> **Stored entries**
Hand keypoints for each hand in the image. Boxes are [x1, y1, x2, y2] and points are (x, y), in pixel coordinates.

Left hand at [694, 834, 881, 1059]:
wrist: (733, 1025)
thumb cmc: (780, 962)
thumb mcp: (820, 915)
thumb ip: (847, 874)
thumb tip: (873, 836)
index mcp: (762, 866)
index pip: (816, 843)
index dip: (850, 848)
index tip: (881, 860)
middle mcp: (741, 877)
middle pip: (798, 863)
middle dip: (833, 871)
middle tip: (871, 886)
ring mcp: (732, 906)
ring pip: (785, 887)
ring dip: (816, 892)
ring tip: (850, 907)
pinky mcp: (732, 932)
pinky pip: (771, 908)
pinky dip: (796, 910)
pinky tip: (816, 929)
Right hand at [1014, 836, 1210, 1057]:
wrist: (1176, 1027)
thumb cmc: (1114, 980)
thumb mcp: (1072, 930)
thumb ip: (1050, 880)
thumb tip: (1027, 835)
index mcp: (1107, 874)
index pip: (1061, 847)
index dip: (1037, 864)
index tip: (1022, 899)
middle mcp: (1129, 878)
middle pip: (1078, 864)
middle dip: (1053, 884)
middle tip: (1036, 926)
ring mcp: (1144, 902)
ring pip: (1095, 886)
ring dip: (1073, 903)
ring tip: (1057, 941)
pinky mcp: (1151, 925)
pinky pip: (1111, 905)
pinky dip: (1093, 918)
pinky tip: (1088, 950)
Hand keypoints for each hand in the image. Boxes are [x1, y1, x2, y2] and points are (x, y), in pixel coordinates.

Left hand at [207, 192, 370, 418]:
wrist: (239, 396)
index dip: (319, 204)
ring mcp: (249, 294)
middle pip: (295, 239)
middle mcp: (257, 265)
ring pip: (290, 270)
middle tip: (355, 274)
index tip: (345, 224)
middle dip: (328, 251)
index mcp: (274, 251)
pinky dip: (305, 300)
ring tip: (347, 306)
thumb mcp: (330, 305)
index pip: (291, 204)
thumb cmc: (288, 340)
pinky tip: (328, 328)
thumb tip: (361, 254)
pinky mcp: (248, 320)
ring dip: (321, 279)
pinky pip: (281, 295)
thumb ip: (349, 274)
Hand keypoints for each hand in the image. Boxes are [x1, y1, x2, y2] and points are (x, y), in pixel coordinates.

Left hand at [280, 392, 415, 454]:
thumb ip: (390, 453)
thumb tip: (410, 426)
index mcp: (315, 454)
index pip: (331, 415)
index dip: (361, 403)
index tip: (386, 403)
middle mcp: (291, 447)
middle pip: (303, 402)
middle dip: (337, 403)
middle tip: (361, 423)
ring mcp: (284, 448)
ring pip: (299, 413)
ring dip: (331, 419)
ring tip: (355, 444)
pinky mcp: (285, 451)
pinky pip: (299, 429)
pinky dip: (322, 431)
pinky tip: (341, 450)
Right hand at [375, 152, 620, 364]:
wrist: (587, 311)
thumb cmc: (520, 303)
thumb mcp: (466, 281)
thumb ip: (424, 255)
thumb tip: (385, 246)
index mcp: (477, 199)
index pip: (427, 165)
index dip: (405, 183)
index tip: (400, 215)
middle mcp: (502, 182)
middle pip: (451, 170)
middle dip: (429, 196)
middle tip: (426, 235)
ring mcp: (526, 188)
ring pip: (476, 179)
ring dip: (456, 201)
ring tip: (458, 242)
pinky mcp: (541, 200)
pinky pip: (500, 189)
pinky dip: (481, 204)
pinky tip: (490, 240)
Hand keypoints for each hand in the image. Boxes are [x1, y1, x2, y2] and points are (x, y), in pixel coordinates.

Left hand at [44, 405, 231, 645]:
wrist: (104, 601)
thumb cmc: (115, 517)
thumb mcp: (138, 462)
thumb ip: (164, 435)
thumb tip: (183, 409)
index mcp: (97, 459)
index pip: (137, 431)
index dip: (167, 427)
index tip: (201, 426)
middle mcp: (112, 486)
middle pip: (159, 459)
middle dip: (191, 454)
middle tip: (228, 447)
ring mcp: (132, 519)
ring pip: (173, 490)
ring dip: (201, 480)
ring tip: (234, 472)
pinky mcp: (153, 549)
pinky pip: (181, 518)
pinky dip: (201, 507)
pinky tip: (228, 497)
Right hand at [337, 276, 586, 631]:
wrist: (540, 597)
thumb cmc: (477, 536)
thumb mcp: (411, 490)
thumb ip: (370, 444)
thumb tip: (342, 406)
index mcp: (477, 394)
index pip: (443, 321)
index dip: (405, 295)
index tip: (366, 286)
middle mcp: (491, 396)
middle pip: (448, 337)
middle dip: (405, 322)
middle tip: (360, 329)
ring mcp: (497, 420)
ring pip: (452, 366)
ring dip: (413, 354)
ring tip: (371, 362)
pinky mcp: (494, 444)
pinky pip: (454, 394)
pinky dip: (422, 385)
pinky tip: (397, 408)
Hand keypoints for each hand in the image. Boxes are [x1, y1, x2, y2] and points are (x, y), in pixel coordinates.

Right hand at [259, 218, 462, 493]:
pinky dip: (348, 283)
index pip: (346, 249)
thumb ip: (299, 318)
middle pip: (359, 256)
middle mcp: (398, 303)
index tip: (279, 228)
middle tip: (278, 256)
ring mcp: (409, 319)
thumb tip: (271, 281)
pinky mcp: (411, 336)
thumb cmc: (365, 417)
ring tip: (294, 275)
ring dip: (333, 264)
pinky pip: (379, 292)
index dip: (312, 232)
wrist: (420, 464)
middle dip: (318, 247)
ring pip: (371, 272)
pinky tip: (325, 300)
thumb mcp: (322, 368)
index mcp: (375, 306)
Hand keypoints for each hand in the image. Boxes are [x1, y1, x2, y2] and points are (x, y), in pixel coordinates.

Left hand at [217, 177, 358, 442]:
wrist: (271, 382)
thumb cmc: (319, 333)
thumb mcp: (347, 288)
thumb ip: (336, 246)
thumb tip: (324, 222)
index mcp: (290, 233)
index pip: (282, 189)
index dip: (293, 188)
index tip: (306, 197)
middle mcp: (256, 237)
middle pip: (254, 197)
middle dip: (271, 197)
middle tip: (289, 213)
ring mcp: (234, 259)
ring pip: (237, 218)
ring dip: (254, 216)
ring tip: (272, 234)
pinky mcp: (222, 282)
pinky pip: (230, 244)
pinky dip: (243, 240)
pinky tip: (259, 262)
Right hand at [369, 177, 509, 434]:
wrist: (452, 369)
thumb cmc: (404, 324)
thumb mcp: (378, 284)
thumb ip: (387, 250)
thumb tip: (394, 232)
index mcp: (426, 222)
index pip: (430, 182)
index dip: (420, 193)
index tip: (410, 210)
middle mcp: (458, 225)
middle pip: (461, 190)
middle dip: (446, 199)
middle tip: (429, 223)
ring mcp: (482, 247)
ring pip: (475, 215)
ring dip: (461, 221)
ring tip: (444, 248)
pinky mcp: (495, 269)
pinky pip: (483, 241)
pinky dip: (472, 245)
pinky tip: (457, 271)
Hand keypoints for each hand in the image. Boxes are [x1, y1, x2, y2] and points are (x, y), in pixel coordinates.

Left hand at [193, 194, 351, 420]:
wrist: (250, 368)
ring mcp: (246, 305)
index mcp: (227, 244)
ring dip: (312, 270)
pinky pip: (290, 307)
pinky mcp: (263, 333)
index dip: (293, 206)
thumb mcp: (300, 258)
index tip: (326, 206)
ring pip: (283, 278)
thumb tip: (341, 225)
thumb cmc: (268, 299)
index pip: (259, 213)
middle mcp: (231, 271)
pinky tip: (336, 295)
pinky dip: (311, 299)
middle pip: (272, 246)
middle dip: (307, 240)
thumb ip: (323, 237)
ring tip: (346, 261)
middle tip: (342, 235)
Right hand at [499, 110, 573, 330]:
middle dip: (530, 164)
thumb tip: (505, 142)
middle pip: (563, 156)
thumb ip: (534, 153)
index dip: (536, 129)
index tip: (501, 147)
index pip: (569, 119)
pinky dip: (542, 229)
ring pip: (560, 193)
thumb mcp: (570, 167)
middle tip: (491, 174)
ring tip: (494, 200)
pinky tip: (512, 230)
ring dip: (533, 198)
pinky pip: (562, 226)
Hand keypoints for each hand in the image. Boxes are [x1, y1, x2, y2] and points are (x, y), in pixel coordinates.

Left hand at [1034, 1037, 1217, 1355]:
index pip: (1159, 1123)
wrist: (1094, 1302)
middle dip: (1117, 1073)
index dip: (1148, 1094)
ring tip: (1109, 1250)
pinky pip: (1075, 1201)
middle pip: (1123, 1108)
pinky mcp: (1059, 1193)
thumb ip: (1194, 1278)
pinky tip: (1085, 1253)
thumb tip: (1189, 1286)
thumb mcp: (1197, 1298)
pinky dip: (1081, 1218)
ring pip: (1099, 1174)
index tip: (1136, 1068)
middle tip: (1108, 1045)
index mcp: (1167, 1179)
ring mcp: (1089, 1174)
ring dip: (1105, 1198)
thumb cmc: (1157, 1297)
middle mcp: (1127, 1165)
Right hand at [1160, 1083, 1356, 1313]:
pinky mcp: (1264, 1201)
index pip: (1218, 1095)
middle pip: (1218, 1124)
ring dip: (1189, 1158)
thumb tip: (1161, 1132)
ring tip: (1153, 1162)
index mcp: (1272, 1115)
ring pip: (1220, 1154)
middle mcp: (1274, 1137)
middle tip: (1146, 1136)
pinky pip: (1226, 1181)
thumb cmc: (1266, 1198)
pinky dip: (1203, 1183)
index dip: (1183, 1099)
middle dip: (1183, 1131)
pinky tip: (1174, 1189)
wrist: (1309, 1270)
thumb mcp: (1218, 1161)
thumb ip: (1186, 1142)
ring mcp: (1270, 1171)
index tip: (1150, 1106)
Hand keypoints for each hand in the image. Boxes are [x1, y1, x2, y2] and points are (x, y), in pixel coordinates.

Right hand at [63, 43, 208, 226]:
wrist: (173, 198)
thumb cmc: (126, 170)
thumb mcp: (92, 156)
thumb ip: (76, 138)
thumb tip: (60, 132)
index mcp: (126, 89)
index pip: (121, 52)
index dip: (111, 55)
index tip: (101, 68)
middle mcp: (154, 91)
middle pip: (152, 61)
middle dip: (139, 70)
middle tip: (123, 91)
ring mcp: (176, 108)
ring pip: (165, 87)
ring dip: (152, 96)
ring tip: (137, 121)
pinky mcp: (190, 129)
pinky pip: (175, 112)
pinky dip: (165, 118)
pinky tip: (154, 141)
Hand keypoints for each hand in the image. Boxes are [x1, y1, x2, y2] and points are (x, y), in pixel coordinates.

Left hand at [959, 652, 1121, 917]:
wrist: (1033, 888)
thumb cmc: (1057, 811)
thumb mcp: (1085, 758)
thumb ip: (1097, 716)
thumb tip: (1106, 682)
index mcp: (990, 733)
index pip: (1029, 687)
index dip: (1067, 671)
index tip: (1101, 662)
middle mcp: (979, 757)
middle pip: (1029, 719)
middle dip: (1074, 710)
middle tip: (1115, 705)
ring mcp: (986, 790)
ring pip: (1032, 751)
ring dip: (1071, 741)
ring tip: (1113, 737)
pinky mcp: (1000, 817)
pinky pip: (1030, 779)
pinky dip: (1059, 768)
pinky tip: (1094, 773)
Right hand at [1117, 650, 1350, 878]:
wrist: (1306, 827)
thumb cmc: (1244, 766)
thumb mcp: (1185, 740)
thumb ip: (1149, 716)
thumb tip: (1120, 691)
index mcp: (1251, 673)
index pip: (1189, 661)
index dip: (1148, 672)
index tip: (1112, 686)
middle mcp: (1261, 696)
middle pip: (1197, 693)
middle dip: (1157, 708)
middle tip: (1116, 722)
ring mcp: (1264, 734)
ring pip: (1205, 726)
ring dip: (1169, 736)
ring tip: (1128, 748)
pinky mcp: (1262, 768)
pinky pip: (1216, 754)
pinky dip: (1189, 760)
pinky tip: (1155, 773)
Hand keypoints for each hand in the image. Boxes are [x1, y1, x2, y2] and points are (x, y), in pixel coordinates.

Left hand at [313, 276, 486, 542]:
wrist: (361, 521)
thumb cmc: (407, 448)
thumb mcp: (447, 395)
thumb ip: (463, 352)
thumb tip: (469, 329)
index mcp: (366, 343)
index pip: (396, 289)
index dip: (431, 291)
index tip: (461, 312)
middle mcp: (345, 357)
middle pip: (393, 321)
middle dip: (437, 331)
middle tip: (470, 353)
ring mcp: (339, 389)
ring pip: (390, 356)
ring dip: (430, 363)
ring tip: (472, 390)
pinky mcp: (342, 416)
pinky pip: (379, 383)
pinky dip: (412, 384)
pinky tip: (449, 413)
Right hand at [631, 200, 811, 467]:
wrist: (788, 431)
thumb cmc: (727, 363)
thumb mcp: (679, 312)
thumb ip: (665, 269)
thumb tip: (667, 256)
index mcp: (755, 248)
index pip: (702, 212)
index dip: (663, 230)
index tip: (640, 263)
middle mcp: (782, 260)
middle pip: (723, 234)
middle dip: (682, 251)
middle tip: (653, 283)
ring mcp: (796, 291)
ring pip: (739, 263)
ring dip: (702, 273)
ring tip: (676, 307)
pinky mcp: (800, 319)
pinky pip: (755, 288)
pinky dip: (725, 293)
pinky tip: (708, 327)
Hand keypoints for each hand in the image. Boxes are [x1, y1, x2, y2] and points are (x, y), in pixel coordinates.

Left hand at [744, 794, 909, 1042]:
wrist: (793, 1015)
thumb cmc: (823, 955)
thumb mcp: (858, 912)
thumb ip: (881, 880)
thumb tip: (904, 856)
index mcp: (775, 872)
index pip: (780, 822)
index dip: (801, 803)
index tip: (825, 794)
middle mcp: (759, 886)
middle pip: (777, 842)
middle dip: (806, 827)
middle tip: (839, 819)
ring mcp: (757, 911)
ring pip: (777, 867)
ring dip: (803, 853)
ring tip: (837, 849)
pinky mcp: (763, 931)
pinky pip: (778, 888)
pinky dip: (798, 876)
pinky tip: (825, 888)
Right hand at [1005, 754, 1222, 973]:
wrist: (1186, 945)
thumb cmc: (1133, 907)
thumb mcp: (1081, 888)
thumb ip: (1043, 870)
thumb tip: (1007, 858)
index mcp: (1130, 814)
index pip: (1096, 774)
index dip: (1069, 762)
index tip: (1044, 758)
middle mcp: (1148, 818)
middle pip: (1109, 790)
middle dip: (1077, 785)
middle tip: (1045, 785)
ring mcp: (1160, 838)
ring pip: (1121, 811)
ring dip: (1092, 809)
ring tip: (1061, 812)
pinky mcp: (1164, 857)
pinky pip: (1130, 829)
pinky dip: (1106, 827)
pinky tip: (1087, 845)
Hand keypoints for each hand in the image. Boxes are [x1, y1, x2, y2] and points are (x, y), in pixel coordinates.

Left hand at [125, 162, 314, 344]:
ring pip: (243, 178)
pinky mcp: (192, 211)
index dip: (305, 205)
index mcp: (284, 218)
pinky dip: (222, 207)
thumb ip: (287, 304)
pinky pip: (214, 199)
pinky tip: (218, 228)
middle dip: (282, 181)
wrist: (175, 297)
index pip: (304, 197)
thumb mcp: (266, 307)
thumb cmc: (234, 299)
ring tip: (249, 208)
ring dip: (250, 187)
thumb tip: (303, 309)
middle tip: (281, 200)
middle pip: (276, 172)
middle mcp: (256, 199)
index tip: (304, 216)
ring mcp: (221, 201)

> **Task to complete**
Could you set down, word for word, only the lines above from the line with "index pip: (346, 249)" to the line with "pinky tip: (457, 271)", including both?

> **Result of this exercise**
index pip: (346, 249)
thumb ip: (299, 318)
middle pip: (359, 256)
middle mcp: (398, 303)
index tip: (279, 228)
middle tip: (278, 256)
ring mcp: (409, 319)
thumb tip: (271, 281)
pinky mcp: (411, 336)
thumb cmc: (365, 417)
ring tip: (294, 275)
ring dip: (333, 264)
pinky pip: (379, 292)
index dip: (312, 232)
wrist: (420, 464)
middle dip: (318, 247)
ring pip: (371, 272)
pinky tip: (325, 300)
thumb mcp: (322, 368)
index mcp: (375, 306)
Hand keypoints for each hand in the image. Boxes are [x1, y1, x2, y2] and points are (x, y), in pixel coordinates.

Left hand at [217, 177, 358, 442]:
wrist: (271, 382)
thumb cmc: (319, 333)
thumb mcp: (347, 288)
thumb ip: (336, 246)
thumb tip: (324, 222)
index mcp: (290, 233)
index pip: (282, 189)
index dip: (293, 188)
index tip: (306, 197)
middle mcp: (256, 237)
middle pip: (254, 197)
middle dip: (271, 197)
middle tip: (289, 213)
ring mcp: (234, 259)
ring pip: (237, 218)
ring dip: (254, 216)
ring tip: (272, 234)
pinky mcp: (222, 282)
pinky pip: (230, 244)
pinky dip: (243, 240)
pinky tip: (259, 262)
Right hand at [369, 177, 509, 434]:
wrist: (452, 369)
thumb cmc: (404, 324)
thumb mcp: (378, 284)
thumb ip: (387, 250)
thumb tip: (394, 232)
index mcp: (426, 222)
index pip: (430, 182)
index dip: (420, 193)
index tip: (410, 210)
middle mcp: (458, 225)
middle pip: (461, 190)
middle dip: (446, 199)
middle tip: (429, 223)
ring mcp: (482, 247)
ring pip: (475, 215)
ring dip: (461, 221)
ring tip: (444, 248)
pinky mcp: (495, 269)
pinky pip: (483, 241)
pinky dip: (472, 245)
pinky tip: (457, 271)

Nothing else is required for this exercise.